Qui dit anniversaire dit regard vers l’avenir. Nous avons donc demandé à Alex Usher, un expert-conseil en éducation postsecondaire, d’imaginer certains de grandes tendances pouvant avoir des répercussions sur les universités canadiennes. Dans un retournement de point de vue, il s’est imaginé en 2034, revenant sur les 25 ans qui se seront alors écoulés depuis le 50e anniversaire d’Affaires universitaires, en 2009.

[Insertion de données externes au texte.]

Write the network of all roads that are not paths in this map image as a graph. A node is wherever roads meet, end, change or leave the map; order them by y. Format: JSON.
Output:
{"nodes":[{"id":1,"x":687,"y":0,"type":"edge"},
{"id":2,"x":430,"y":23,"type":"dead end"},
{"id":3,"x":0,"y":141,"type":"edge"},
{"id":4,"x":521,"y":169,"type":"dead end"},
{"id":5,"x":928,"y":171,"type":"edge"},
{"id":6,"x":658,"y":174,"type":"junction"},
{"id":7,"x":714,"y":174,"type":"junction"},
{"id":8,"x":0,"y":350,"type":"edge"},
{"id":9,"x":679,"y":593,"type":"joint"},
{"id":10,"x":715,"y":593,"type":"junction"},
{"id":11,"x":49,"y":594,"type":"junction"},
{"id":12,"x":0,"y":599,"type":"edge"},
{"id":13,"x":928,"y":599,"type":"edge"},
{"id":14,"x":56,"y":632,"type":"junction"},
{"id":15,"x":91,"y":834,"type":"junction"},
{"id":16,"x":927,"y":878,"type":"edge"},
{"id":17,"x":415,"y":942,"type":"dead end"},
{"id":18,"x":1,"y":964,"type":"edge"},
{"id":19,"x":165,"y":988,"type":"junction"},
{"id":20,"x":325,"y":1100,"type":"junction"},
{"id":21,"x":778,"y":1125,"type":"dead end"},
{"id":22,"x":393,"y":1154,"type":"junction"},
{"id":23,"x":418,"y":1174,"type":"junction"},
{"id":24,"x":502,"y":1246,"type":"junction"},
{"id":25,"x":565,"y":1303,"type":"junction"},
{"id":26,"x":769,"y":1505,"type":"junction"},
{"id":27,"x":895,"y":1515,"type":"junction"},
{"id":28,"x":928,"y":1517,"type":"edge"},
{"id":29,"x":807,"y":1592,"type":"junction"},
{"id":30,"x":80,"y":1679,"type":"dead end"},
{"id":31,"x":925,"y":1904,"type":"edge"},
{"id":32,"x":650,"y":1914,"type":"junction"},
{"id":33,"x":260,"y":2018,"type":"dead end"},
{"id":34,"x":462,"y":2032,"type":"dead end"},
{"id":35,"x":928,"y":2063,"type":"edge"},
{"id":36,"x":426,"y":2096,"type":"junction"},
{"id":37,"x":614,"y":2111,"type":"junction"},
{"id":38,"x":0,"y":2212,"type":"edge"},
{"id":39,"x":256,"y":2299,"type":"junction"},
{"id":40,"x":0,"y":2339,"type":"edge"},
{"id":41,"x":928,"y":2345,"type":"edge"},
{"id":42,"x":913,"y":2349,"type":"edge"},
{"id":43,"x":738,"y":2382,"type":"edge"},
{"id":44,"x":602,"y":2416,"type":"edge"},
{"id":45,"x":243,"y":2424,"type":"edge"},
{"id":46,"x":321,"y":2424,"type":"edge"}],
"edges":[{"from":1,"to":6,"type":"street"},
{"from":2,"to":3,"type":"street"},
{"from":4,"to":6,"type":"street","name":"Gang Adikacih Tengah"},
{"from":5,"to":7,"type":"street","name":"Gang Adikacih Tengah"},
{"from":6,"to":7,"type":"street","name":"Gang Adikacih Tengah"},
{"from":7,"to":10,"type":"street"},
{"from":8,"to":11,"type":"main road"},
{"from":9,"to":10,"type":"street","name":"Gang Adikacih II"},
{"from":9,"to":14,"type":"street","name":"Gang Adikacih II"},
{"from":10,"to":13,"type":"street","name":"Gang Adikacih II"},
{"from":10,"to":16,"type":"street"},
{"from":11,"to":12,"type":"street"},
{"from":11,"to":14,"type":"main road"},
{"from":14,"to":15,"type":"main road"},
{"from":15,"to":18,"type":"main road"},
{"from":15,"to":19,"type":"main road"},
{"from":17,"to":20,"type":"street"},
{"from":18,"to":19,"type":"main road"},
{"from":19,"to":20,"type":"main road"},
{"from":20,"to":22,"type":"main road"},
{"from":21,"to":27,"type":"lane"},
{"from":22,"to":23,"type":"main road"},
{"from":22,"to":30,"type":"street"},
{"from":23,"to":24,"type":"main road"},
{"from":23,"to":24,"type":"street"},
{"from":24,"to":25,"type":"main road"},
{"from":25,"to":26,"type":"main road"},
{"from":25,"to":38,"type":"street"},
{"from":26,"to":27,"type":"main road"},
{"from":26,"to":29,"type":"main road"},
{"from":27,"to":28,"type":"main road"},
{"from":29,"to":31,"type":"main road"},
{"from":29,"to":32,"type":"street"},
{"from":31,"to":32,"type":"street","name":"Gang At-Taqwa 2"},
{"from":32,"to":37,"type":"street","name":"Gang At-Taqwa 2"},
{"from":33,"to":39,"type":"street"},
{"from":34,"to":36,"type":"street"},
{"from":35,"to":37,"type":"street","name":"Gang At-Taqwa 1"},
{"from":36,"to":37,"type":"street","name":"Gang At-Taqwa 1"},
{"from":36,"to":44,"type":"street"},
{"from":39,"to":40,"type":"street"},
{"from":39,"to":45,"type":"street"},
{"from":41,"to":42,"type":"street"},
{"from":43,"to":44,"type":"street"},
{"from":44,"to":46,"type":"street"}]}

par ALEX USHER | 05 OCT 09

Back to the future 448

À l’occasion du 75e anniversaire d’Affaires universitaires, on m’a invité à revisiter certaines des grandes tendances qui ont touché le milieu universitaire depuis le début du XXIe siècle, notamment celles qui ont secoué le secteur entre 2010 et 2030. Cela semble bien loin maintenant, mais la période qui a précédé 2010 en a été une de relative abondance pour le secteur de l’enseignement supérieur canadien. Le financement provincial aux établissements augmentait d’au moins sept pour cent par année, une croissance plus rapide que celle des dépenses en santé ou dans le système d’éducation de la maternelle à la 12e année. Les taux d’inscription grimpaient au premier cycle comme aux cycles supé-rieurs. Le financement des trois organismes subventionnaires atteignait des sommets inégalés, et on assistait à une explosion de projets de construction dans les établissements de recherche universitaire.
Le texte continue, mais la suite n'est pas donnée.